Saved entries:
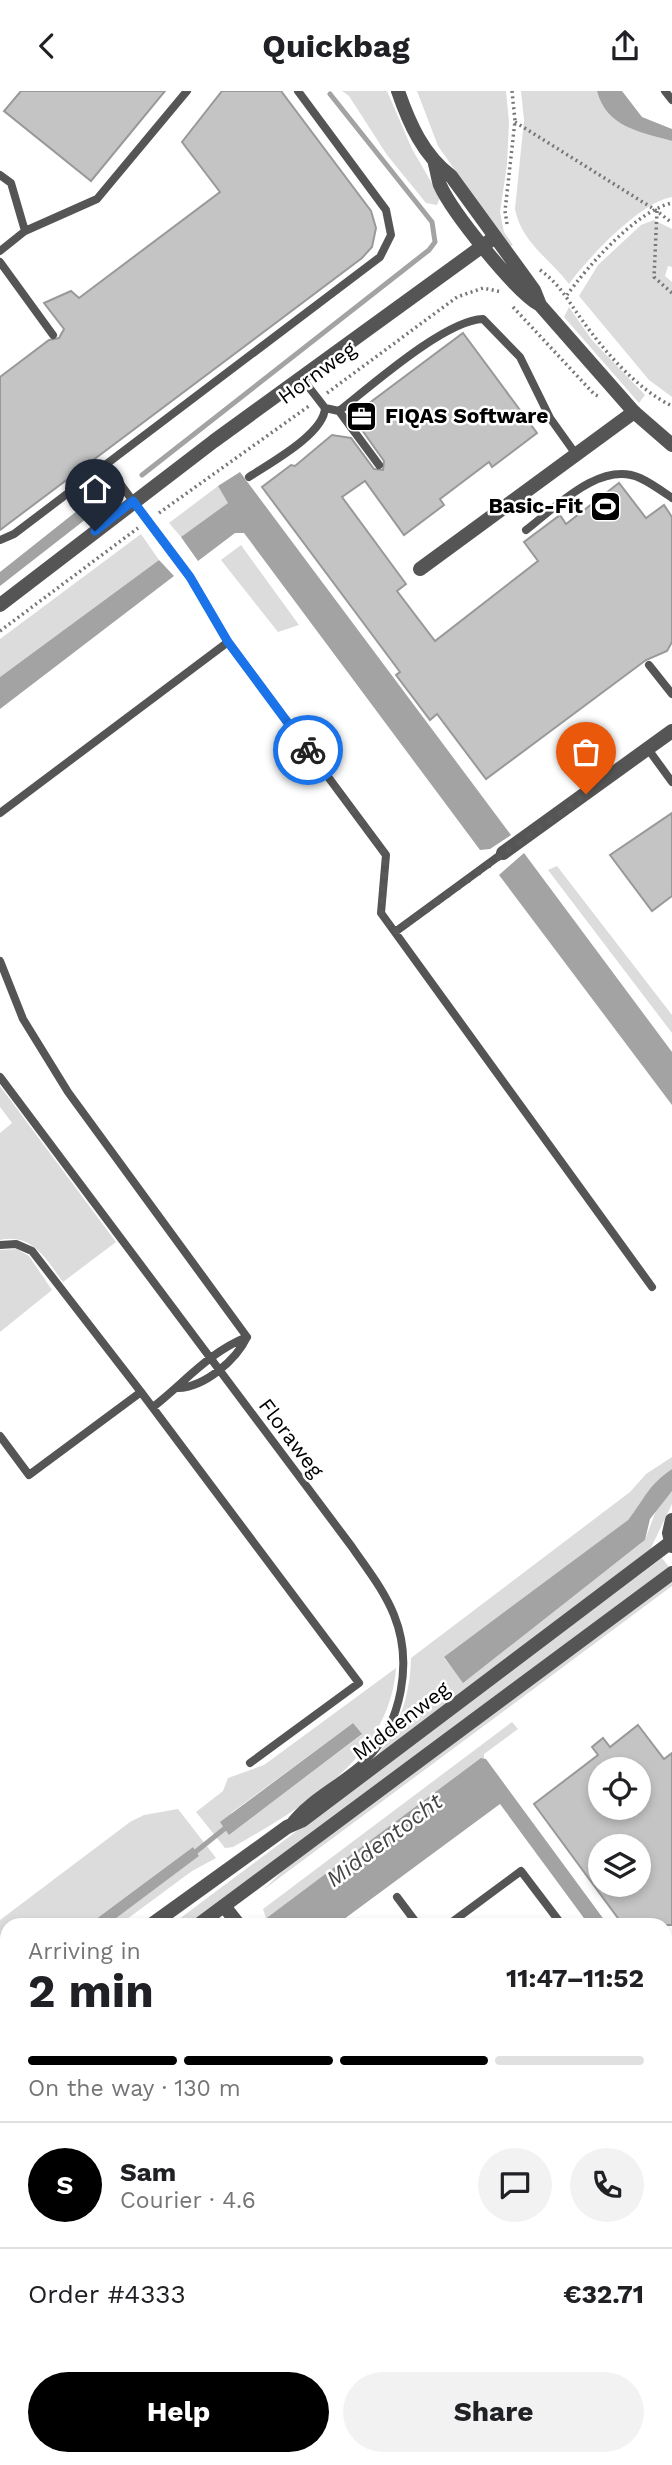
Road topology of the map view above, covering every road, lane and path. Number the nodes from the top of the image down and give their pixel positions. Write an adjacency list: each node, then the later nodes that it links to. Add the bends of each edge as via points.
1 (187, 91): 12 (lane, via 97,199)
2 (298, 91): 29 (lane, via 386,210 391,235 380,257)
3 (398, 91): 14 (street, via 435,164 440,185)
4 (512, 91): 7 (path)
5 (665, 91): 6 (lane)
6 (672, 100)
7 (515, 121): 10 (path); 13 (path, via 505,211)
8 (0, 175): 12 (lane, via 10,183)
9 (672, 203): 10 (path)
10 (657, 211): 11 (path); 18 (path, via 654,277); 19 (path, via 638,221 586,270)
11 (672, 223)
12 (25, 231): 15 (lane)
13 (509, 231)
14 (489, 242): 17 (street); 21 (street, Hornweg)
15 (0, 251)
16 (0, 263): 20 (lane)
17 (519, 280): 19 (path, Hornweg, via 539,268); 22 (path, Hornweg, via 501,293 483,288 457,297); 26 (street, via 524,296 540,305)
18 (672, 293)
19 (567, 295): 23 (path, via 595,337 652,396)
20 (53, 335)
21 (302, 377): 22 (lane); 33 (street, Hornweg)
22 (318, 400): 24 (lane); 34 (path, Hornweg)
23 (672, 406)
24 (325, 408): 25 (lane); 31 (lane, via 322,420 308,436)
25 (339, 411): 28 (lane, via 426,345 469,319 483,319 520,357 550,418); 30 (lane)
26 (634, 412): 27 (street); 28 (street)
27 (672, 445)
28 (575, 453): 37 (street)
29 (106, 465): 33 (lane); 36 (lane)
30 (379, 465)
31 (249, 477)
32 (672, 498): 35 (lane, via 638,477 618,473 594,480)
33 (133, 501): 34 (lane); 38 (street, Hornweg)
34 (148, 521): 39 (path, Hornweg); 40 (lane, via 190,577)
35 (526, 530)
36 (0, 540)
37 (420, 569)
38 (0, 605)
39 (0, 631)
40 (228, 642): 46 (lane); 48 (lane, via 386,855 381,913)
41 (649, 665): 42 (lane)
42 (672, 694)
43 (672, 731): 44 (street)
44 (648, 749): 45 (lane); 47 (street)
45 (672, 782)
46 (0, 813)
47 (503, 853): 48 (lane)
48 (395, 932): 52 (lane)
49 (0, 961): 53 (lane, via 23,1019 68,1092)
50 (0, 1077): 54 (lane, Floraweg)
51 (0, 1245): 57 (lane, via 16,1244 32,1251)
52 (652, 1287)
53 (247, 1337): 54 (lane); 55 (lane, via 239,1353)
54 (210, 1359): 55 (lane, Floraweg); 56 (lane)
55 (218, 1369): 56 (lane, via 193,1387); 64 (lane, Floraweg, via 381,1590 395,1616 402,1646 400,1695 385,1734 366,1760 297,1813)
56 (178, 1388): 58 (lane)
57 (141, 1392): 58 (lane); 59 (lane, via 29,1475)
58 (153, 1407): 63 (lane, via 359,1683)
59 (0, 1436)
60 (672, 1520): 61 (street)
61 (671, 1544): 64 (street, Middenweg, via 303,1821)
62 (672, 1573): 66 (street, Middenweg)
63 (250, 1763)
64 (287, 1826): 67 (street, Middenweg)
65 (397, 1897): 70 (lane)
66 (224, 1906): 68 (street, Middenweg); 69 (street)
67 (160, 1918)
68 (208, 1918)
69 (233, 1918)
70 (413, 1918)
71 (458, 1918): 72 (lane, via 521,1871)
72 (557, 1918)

- _Problem to work on_: Every record should be duplicated exactly, though any picture in it must be left out.

- _Result_:
Road topology of the map view above, covering every road, lane and path. Number the nodes from the top of the image down and give their pixel positions. Write an adjacency list: each node, then the later nodes that it links to. Add the bends of each edge as via points.
1 (187, 91): 12 (lane, via 97,199)
2 (298, 91): 29 (lane, via 386,210 391,235 380,257)
3 (398, 91): 14 (street, via 435,164 440,185)
4 (512, 91): 7 (path)
5 (665, 91): 6 (lane)
6 (672, 100)
7 (515, 121): 10 (path); 13 (path, via 505,211)
8 (0, 175): 12 (lane, via 10,183)
9 (672, 203): 10 (path)
10 (657, 211): 11 (path); 18 (path, via 654,277); 19 (path, via 638,221 586,270)
11 (672, 223)
12 (25, 231): 15 (lane)
13 (509, 231)
14 (489, 242): 17 (street); 21 (street, Hornweg)
15 (0, 251)
16 (0, 263): 20 (lane)
17 (519, 280): 19 (path, Hornweg, via 539,268); 22 (path, Hornweg, via 501,293 483,288 457,297); 26 (street, via 524,296 540,305)
18 (672, 293)
19 (567, 295): 23 (path, via 595,337 652,396)
20 (53, 335)
21 (302, 377): 22 (lane); 33 (street, Hornweg)
22 (318, 400): 24 (lane); 34 (path, Hornweg)
23 (672, 406)
24 (325, 408): 25 (lane); 31 (lane, via 322,420 308,436)
25 (339, 411): 28 (lane, via 426,345 469,319 483,319 520,357 550,418); 30 (lane)
26 (634, 412): 27 (street); 28 (street)
27 (672, 445)
28 (575, 453): 37 (street)
29 (106, 465): 33 (lane); 36 (lane)
30 (379, 465)
31 (249, 477)
32 (672, 498): 35 (lane, via 638,477 618,473 594,480)
33 (133, 501): 34 (lane); 38 (street, Hornweg)
34 (148, 521): 39 (path, Hornweg); 40 (lane, via 190,577)
35 (526, 530)
36 (0, 540)
37 (420, 569)
38 (0, 605)
39 (0, 631)
40 (228, 642): 46 (lane); 48 (lane, via 386,855 381,913)
41 (649, 665): 42 (lane)
42 (672, 694)
43 (672, 731): 44 (street)
44 (648, 749): 45 (lane); 47 (street)
45 (672, 782)
46 (0, 813)
47 (503, 853): 48 (lane)
48 (395, 932): 52 (lane)
49 (0, 961): 53 (lane, via 23,1019 68,1092)
50 (0, 1077): 54 (lane, Floraweg)
51 (0, 1245): 57 (lane, via 16,1244 32,1251)
52 (652, 1287)
53 (247, 1337): 54 (lane); 55 (lane, via 239,1353)
54 (210, 1359): 55 (lane, Floraweg); 56 (lane)
55 (218, 1369): 56 (lane, via 193,1387); 64 (lane, Floraweg, via 381,1590 395,1616 402,1646 400,1695 385,1734 366,1760 297,1813)
56 (178, 1388): 58 (lane)
57 (141, 1392): 58 (lane); 59 (lane, via 29,1475)
58 (153, 1407): 63 (lane, via 359,1683)
59 (0, 1436)
60 (672, 1520): 61 (street)
61 (671, 1544): 64 (street, Middenweg, via 303,1821)
62 (672, 1573): 66 (street, Middenweg)
63 (250, 1763)
64 (287, 1826): 67 (street, Middenweg)
65 (397, 1897): 70 (lane)
66 (224, 1906): 68 (street, Middenweg); 69 (street)
67 (160, 1918)
68 (208, 1918)
69 (233, 1918)
70 (413, 1918)
71 (458, 1918): 72 (lane, via 521,1871)
72 (557, 1918)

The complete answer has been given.